Alec closed the library door firmly behind them. At last he released his grip on the parcel, placing it on the desk. For a while he stood there, staring down at it, without a word. Peter sat in an upright Victorian armchair and waited. Anderson would start talking in his own good time.
Alec expelled a deep sigh, then he pulled out a handkerchief and blew his nose.
‘You’ve seen these, have you?’ he asked, indicating the paintings on the walls. ‘Janet showed you in here?’
‘Yes, she did.

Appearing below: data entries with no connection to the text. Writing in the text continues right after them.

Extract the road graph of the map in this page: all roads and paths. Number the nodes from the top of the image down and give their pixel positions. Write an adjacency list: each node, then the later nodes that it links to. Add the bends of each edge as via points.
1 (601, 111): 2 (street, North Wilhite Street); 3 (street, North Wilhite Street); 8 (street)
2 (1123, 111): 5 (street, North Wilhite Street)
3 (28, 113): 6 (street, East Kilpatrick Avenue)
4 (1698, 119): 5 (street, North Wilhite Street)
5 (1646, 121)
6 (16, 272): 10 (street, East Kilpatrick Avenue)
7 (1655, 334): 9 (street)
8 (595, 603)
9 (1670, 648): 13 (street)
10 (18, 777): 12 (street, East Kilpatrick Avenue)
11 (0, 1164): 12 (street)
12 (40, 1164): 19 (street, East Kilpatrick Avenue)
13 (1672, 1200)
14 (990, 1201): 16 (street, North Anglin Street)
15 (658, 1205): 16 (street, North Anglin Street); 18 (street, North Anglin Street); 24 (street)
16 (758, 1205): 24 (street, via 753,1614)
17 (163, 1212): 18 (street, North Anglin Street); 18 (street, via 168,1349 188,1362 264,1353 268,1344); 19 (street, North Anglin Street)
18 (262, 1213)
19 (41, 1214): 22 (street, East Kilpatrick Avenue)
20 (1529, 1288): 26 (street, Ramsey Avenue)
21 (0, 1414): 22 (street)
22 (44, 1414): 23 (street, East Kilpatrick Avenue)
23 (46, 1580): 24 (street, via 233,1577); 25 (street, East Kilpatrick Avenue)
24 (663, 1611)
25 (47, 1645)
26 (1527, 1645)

They’re very fine.’
‘Well, they’re the reason I’m in this mess!’ he began to explain as he lowered himself into the swivel-chair. ‘Karl got most of them for me. Karl Metzger, that’s what he calls himself. I don’t know what his real name is.’
Anderson put his hand to his mouth and tugged at his lower lip. His eyes seemed to beg for Peter’s sympathy.
‘Karl Metzger is a colonel in the East German intelligence service – the HVA. He’s a spy!’
‘Good God!’ Peter murmured.
He had suspected something like that, but it was still a shock.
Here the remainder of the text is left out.